# Saved entries
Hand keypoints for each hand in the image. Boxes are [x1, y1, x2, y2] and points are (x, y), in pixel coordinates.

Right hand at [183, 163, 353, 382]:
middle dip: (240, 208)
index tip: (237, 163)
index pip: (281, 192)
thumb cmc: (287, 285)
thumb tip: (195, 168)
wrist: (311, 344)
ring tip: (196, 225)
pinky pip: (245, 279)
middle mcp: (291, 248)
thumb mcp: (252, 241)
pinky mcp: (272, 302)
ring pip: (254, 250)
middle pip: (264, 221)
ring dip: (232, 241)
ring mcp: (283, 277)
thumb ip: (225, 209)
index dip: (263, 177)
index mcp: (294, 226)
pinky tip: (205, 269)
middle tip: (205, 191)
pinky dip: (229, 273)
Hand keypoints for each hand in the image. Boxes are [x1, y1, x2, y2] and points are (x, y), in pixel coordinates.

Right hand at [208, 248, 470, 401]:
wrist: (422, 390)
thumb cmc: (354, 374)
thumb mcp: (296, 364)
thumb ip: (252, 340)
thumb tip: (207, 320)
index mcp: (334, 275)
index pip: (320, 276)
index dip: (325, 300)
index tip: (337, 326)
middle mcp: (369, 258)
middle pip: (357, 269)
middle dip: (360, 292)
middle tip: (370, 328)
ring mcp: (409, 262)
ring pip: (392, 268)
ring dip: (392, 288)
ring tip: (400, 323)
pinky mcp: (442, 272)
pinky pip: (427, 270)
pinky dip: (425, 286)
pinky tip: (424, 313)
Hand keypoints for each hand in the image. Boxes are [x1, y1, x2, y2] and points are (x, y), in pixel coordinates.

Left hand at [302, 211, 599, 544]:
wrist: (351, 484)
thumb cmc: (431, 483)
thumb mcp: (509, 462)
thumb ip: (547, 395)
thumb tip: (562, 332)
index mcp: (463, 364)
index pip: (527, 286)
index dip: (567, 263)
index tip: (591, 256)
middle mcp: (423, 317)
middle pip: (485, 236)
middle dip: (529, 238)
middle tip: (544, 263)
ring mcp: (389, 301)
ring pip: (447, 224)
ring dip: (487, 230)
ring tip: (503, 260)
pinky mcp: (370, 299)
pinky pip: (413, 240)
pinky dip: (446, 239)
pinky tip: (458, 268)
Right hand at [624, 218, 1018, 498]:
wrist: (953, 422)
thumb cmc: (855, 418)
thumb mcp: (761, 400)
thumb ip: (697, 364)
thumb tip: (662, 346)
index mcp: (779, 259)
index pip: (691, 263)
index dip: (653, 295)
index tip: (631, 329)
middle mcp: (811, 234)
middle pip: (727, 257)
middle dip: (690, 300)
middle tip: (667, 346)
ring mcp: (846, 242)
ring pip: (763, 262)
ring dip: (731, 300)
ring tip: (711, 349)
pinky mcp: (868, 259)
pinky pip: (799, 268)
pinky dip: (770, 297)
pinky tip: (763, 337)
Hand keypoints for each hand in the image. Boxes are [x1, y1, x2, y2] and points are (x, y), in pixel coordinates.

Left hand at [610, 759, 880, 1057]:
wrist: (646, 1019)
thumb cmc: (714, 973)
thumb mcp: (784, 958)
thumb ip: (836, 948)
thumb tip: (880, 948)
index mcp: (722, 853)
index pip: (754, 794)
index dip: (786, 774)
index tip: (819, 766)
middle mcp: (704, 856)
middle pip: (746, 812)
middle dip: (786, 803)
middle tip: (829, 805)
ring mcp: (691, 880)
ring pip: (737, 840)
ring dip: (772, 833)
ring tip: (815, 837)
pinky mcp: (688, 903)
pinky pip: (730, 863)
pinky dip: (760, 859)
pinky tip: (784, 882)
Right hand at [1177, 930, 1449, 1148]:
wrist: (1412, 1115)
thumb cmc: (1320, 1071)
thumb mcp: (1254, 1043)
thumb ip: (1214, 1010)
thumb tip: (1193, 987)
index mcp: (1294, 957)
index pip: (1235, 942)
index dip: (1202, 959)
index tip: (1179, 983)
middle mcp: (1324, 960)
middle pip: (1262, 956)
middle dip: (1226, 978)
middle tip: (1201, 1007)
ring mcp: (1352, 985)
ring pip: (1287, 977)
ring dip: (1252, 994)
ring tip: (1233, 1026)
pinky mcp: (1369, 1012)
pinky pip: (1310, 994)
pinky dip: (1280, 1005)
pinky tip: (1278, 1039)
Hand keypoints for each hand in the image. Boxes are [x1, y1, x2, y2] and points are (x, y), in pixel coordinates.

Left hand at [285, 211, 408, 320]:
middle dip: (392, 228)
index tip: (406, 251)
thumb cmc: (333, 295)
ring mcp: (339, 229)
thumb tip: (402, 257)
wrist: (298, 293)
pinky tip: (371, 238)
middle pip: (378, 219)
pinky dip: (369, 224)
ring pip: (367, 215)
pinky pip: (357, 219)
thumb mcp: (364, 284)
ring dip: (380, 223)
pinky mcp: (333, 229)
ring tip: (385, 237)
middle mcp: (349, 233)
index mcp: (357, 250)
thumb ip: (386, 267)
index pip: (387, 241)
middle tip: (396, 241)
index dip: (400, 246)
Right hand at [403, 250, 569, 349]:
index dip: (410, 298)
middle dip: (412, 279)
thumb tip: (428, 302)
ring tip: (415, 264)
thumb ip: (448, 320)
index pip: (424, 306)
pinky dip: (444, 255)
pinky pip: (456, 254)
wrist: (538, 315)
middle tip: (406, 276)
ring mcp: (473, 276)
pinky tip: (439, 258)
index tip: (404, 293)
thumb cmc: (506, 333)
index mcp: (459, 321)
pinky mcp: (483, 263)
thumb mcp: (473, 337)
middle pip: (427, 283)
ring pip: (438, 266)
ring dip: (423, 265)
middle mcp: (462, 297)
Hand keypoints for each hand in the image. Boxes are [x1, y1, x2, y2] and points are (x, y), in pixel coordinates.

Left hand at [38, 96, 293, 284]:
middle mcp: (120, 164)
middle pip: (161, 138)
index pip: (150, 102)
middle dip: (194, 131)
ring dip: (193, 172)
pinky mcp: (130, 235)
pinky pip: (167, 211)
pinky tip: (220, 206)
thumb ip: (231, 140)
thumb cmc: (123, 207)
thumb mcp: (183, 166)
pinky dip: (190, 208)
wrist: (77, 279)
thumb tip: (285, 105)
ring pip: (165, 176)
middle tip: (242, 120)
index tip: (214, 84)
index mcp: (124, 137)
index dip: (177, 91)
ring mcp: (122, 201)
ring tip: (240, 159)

# Directions
The line above containing "ring dip: (232, 241)", the line containing "index pip: (527, 286)", and every line between them are to be transcribed exactly; no other line is wanted.

# Solution to the problem
ring dip: (232, 241)
ring mcp: (283, 277)
thumb ip: (225, 209)
index dip: (263, 177)
index mcp: (294, 226)
pinky tip: (205, 269)
middle tip: (205, 191)
pinky dip: (229, 273)
Hand keypoints for each hand in the image. Boxes are [x1, y1, x2, y2] and points are (x, y), in pixel coordinates.

Right hand at [208, 248, 470, 401]:
wrist: (422, 390)
thumb cmc: (354, 374)
thumb mcp: (296, 364)
thumb ip: (252, 340)
thumb tip: (207, 320)
index mcp: (334, 275)
index pip: (320, 276)
index dip: (325, 300)
index tip: (337, 326)
middle mcp: (369, 258)
middle pip: (357, 269)
middle dip: (360, 292)
middle tip: (370, 328)
ring mcp: (409, 262)
ring pip: (392, 268)
ring dip: (392, 288)
ring tip: (400, 323)
pinky mcp: (442, 272)
pinky pip: (427, 270)
pinky dip: (425, 286)
pinky tip: (424, 313)
Hand keypoints for each hand in the image. Boxes are [x1, y1, x2, y2] and points are (x, y), in pixel coordinates.

Left hand at [302, 211, 599, 544]:
wrist: (351, 484)
thumb cmc: (431, 483)
thumb mcp: (509, 462)
thumb ip: (547, 395)
thumb tip: (562, 332)
index mcp: (463, 364)
index pip: (527, 286)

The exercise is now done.